▶ Work to be completed
Show each line of the listing in which the word "positions" occurs.

==== Input data

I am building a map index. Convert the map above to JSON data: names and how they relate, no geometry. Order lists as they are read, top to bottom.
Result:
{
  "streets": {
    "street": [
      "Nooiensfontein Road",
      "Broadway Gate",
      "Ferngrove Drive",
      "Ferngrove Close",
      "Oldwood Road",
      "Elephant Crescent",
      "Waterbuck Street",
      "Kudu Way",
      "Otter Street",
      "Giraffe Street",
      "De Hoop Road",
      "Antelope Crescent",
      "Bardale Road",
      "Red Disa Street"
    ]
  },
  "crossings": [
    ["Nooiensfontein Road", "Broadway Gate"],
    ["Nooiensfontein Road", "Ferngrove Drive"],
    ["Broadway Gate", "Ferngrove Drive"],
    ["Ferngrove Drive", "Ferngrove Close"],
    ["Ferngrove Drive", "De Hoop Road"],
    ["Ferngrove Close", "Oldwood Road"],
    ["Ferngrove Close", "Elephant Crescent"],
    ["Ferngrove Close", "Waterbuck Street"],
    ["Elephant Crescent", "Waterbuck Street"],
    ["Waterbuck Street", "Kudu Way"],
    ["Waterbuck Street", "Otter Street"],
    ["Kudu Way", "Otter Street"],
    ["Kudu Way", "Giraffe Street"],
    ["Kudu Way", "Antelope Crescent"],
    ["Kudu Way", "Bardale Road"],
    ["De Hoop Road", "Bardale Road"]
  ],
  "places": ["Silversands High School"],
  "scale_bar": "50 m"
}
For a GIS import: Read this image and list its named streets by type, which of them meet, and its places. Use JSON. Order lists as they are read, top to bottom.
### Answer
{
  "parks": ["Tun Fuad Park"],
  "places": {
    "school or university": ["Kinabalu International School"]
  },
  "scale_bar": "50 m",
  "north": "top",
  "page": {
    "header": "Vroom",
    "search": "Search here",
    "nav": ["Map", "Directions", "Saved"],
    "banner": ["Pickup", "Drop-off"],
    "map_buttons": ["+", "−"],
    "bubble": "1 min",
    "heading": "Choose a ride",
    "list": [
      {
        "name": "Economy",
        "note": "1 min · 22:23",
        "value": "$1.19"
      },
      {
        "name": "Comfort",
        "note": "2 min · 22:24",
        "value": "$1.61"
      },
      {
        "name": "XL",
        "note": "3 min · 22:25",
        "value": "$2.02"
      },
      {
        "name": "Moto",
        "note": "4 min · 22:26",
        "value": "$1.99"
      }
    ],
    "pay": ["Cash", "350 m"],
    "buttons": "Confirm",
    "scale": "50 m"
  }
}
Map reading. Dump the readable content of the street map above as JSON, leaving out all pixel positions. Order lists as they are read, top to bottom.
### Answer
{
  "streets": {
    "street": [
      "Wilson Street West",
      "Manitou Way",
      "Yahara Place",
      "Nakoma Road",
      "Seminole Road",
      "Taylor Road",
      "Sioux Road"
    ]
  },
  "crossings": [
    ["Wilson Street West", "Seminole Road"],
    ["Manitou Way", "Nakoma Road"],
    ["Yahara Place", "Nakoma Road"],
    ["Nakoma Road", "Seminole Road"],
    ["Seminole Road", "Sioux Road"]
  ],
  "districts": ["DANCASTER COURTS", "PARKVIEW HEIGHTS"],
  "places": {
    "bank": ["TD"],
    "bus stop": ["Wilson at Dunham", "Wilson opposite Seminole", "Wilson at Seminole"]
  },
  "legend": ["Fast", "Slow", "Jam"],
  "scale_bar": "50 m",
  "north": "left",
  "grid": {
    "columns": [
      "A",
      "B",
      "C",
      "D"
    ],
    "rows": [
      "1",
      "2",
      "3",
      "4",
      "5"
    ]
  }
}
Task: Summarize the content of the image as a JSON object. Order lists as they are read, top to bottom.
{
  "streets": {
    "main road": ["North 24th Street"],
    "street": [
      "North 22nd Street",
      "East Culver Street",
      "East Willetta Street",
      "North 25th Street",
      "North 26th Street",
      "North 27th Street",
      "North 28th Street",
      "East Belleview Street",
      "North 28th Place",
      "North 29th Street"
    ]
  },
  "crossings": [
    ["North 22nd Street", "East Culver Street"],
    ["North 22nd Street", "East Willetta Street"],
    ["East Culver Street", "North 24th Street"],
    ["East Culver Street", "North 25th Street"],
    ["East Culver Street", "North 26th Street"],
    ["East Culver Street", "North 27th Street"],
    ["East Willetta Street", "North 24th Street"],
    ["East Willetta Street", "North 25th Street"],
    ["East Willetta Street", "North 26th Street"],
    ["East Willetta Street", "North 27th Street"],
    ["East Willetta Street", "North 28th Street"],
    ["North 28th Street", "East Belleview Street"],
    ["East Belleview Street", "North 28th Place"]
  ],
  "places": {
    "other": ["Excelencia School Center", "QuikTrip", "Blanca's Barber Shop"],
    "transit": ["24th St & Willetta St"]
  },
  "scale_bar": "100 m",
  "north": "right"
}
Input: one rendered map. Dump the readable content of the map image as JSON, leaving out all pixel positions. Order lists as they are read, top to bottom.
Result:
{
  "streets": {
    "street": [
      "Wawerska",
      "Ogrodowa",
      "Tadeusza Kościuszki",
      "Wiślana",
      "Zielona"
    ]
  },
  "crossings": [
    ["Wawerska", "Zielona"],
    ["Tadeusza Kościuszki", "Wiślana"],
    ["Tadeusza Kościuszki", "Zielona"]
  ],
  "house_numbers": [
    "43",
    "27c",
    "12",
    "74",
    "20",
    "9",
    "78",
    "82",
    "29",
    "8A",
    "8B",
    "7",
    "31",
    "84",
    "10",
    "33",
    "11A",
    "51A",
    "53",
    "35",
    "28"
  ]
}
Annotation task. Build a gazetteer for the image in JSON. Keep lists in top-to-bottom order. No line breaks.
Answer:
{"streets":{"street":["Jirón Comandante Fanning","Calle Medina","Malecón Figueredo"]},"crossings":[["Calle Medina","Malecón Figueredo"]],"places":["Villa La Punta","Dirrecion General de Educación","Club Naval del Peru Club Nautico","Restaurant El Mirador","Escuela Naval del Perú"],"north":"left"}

========

▶ Response to the exercise
Map reading. Dump the readable content of the street map above as JSON, leaving out all pixel positions. Order lists as they are read, top to bottom.
Input: one rendered map. Dump the readable content of the map image as JSON, leaving out all pixel positions. Order lists as they are read, top to bottom.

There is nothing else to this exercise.